Set every line of the data down again exactly, and keep the pictures out.

## WORKING DATA
★ ★ ★ ★

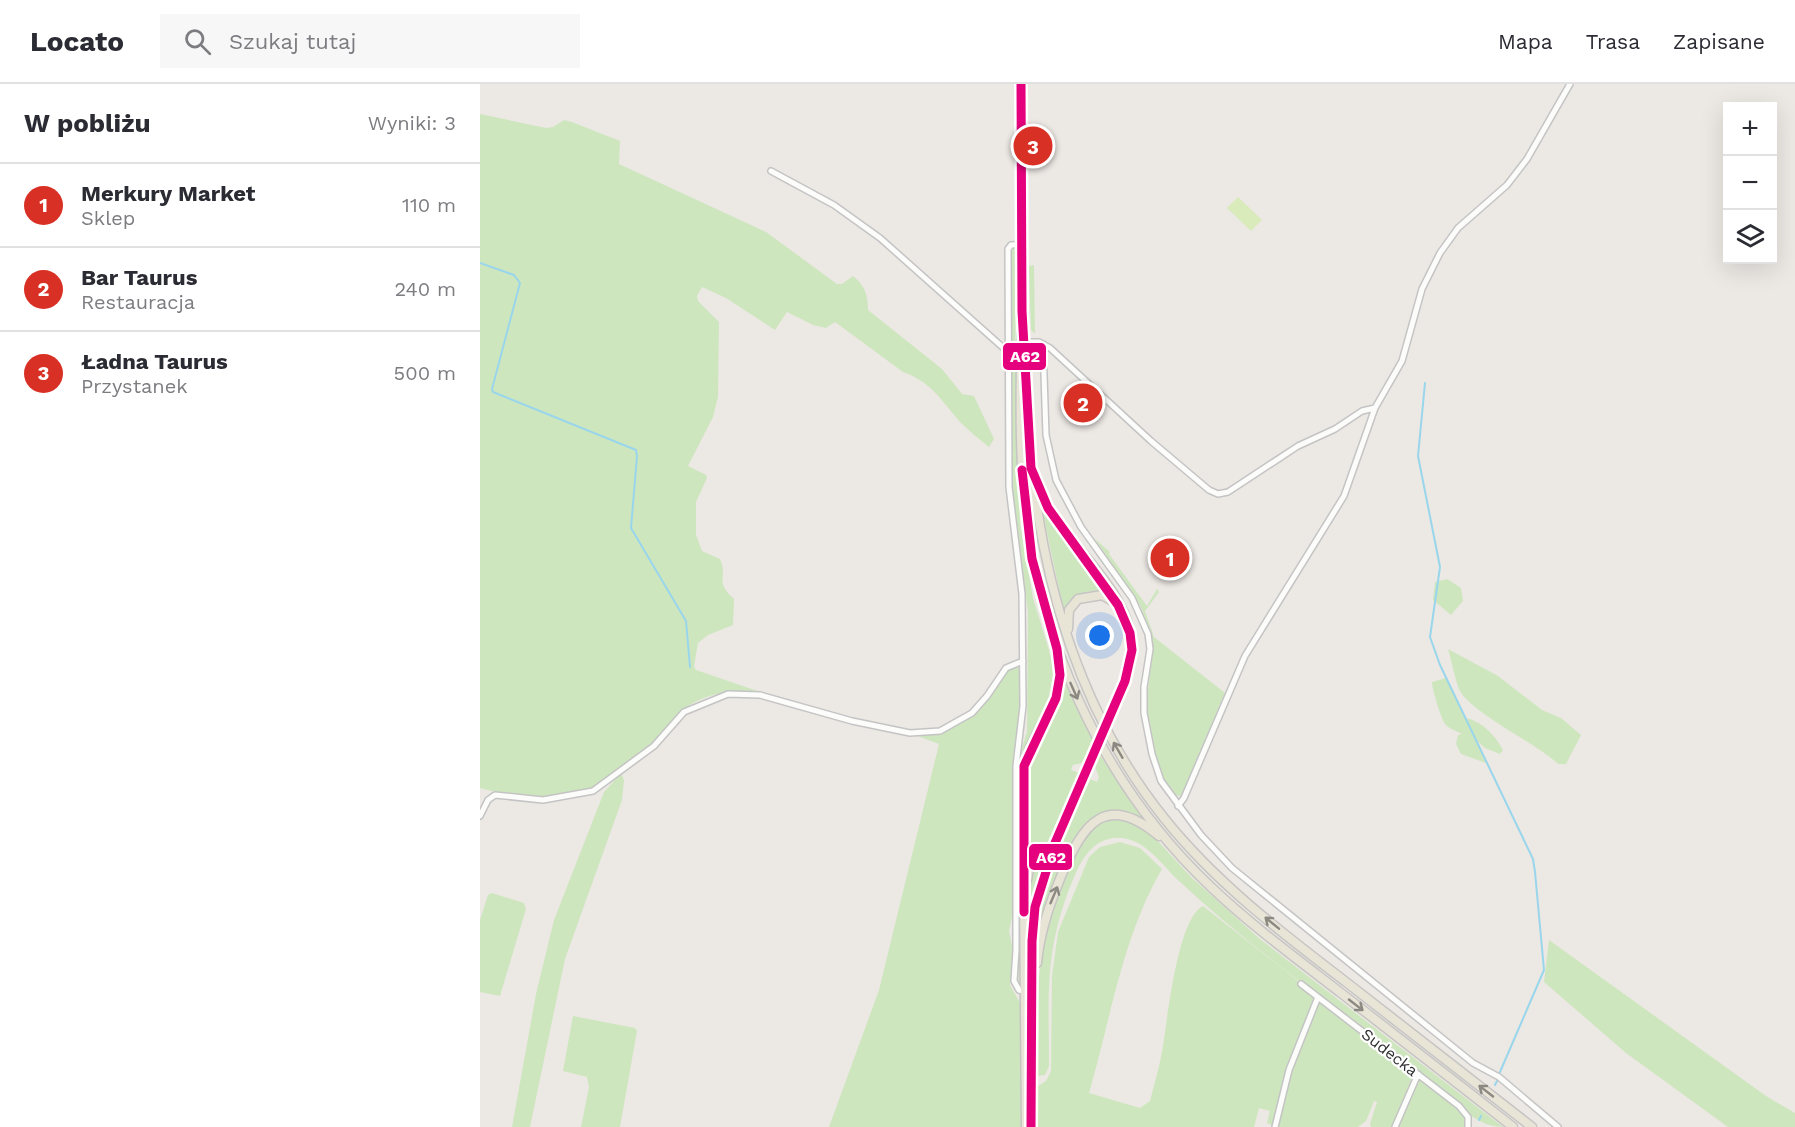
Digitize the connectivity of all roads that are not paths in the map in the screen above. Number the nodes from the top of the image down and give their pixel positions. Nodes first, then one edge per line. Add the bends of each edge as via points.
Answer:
1 (1022, 84) edge
2 (1570, 84) edge
3 (771, 171) dead end
4 (1023, 244) junction
5 (1022, 311) junction
6 (1025, 342) junction
7 (1043, 344) junction
8 (1008, 351) junction
9 (1020, 352) junction
10 (1375, 408) junction
11 (1031, 468) junction
12 (1118, 605) junction
13 (1053, 637) junction
14 (1072, 650) junction
15 (1023, 661) junction
16 (1178, 806) junction
17 (480, 816) edge
18 (1055, 843) junction
19 (1175, 850) junction
20 (1024, 898) junction
21 (1301, 984) dead end
22 (1024, 992) junction
23 (1034, 993) junction
24 (1318, 997) junction
25 (1418, 1074) junction
26 (1026, 1127) edge
27 (1031, 1127) edge
28 (1275, 1127) edge
29 (1395, 1127) edge
30 (1468, 1127) edge
31 (1513, 1127) edge
32 (1532, 1127) edge
33 (1558, 1127) edge

1 - 4 main road
2 - 10 street via 1527,159 1507,185 1458,228 1440,252 1422,289 1402,361
3 - 8 street via 834,205 880,238
4 - 5 main road
4 - 8 street via 1011,244 1008,249
5 - 6 main road
5 - 9 main road
6 - 7 street
6 - 11 main road
7 - 10 street via 1151,441 1218,494 1228,492 1362,411
7 - 16 street via 1050,464 1071,512 1145,622 1150,649 1144,700 1150,744 1161,781
8 - 9 street
8 - 15 street via 1009,487 1021,582
9 - 13 main road via 1028,527 1038,587
10 - 16 street via 1344,496 1245,656
11 - 12 main road via 1048,508
11 - 14 main road via 1046,562
12 - 14 main road via 1102,595 1084,596 1072,604 1068,618
12 - 18 main road, bridge via 1130,633 1129,668
13 -> 19 main road via 1095,734 1124,782
13 - 20 main road via 1060,675 1057,695 1024,766
32 -> 14 main road via 1273,924 1197,856 1164,819 1128,766
15 - 17 street via 1006,668 972,713 931,733 910,734 878,727 753,693 722,695 684,712 654,746 599,788 543,800 495,795
15 - 22 street via 1023,729 1016,766 1014,981
16 - 33 street via 1217,853 1258,891
18 - 20 main road via 1029,870
18 - 23 main road via 1035,907
23 -> 19 main road via 1042,931 1050,904 1074,846 1089,824 1105,817 1126,815 1140,821
19 -> 31 main road via 1259,928
20 - 22 main road
21 - 24 street, Sudecka
22 - 23 street
22 - 26 main road
23 - 27 main road
24 - 25 street, Sudecka
24 - 28 street via 1289,1070
25 - 29 street
25 - 30 street, Sudecka via 1459,1106 1468,1117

★ ★ ★ ★

## SOLUTION FOR THIS TASK
Digitize the connectivity of all roads that are not paths in the map in the screen above. Number the nodes from the top of the image down and give their pixel positions. Nodes first, then one edge per line. Add the bends of each edge as via points.
Answer:
1 (1022, 84) edge
2 (1570, 84) edge
3 (771, 171) dead end
4 (1023, 244) junction
5 (1022, 311) junction
6 (1025, 342) junction
7 (1043, 344) junction
8 (1008, 351) junction
9 (1020, 352) junction
10 (1375, 408) junction
11 (1031, 468) junction
12 (1118, 605) junction
13 (1053, 637) junction
14 (1072, 650) junction
15 (1023, 661) junction
16 (1178, 806) junction
17 (480, 816) edge
18 (1055, 843) junction
19 (1175, 850) junction
20 (1024, 898) junction
21 (1301, 984) dead end
22 (1024, 992) junction
23 (1034, 993) junction
24 (1318, 997) junction
25 (1418, 1074) junction
26 (1026, 1127) edge
27 (1031, 1127) edge
28 (1275, 1127) edge
29 (1395, 1127) edge
30 (1468, 1127) edge
31 (1513, 1127) edge
32 (1532, 1127) edge
33 (1558, 1127) edge

1 - 4 main road
2 - 10 street via 1527,159 1507,185 1458,228 1440,252 1422,289 1402,361
3 - 8 street via 834,205 880,238
4 - 5 main road
4 - 8 street via 1011,244 1008,249
5 - 6 main road
5 - 9 main road
6 - 7 street
6 - 11 main road
7 - 10 street via 1151,441 1218,494 1228,492 1362,411
7 - 16 street via 1050,464 1071,512 1145,622 1150,649 1144,700 1150,744 1161,781
8 - 9 street
8 - 15 street via 1009,487 1021,582
9 - 13 main road via 1028,527 1038,587
10 - 16 street via 1344,496 1245,656
11 - 12 main road via 1048,508
11 - 14 main road via 1046,562
12 - 14 main road via 1102,595 1084,596 1072,604 1068,618
12 - 18 main road, bridge via 1130,633 1129,668
13 -> 19 main road via 1095,734 1124,782
13 - 20 main road via 1060,675 1057,695 1024,766
32 -> 14 main road via 1273,924 1197,856 1164,819 1128,766
15 - 17 street via 1006,668 972,713 931,733 910,734 878,727 753,693 722,695 684,712 654,746 599,788 543,800 495,795
15 - 22 street via 1023,729 1016,766 1014,981
16 - 33 street via 1217,853 1258,891
18 - 20 main road via 1029,870
18 - 23 main road via 1035,907
23 -> 19 main road via 1042,931 1050,904 1074,846 1089,824 1105,817 1126,815 1140,821
19 -> 31 main road via 1259,928
20 - 22 main road
21 - 24 street, Sudecka
22 - 23 street
22 - 26 main road
23 - 27 main road
24 - 25 street, Sudecka
24 - 28 street via 1289,1070
25 - 29 street
25 - 30 street, Sudecka via 1459,1106 1468,1117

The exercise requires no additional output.